Kansas City Fed Factory Gauge Contracts by Most Since 2016
Manufacturing in the Federal Reserve Bank of Kansas City’s district contracted in August by the most since March 2016, reflecting a slump in orders and weaker sales as trade tensions between the U.S. and China became more pronounced.
The composite index of factory activity dropped to minus 6 from minus 1 in July. A gauge of order volume slumped to the lowest since January 2016, while a measure of shipments matched the weakest reading since February. The Kansas City Fed’s district encompasses Kansas, Colorado, Nebraska, Oklahoma, Wyoming, western Missouri and northern New Mexico.
“Regional factory activity had its largest monthly drop in over three years, and over 55% of firms expect negative impacts from the latest round of U.S. tariffs on Chinese goods,” Chad Wilkerson, economist at the Fed bank, said in a statement.
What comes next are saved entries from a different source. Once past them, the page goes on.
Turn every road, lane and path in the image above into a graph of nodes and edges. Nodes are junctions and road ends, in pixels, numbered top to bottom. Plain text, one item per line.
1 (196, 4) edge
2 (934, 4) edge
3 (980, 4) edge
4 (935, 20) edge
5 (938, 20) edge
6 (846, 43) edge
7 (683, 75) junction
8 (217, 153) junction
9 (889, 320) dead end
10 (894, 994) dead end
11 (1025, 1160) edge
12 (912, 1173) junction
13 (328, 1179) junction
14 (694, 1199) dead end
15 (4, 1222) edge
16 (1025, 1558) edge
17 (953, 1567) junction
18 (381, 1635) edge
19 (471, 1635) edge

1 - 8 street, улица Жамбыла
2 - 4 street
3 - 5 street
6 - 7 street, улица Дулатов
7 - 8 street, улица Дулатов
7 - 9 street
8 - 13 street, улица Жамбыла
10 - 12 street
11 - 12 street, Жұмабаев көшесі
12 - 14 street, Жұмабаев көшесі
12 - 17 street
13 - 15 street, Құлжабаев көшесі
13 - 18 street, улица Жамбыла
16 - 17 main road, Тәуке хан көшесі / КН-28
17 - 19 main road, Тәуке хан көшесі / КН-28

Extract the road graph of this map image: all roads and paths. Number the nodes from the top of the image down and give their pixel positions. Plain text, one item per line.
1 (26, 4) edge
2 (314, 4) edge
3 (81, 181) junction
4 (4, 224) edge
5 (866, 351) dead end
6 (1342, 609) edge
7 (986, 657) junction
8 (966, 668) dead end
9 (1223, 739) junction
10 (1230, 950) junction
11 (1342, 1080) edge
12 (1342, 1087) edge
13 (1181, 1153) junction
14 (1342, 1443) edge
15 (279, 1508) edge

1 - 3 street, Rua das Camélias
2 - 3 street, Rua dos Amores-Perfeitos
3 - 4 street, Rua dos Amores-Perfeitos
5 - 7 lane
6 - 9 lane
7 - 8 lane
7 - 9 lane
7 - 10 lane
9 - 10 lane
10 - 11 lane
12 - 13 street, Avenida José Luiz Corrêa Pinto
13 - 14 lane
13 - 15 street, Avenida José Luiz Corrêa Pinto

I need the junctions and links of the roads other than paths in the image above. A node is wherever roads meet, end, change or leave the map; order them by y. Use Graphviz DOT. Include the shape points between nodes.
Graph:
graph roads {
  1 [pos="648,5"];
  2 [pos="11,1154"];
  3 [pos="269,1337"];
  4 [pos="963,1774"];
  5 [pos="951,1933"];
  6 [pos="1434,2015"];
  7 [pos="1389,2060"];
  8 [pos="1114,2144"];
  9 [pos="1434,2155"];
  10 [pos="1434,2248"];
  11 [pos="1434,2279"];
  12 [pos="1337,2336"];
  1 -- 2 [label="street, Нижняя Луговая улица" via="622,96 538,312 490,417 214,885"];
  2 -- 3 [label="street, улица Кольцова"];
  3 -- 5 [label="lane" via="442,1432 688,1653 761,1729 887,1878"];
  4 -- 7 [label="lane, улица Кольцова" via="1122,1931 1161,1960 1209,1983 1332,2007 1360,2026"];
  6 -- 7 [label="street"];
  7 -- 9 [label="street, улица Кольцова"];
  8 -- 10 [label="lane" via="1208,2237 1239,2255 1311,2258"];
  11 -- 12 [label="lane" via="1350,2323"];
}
Meanwhile, measures of prices paid and received by factories in the district both contracted by the most since 2016, a reflection of tepid world demand.
In response to a special question, more than 37% of manufacturers surveyed said that they expect trade tensions to persist another one to two years, while 20% saw them lasting longer.
The figures follow other August manufacturing data from regional Fed banks that were mixed. While factory activity in the Philadelphia region and New York state expanded, manufacturing in the Richmond district contracted.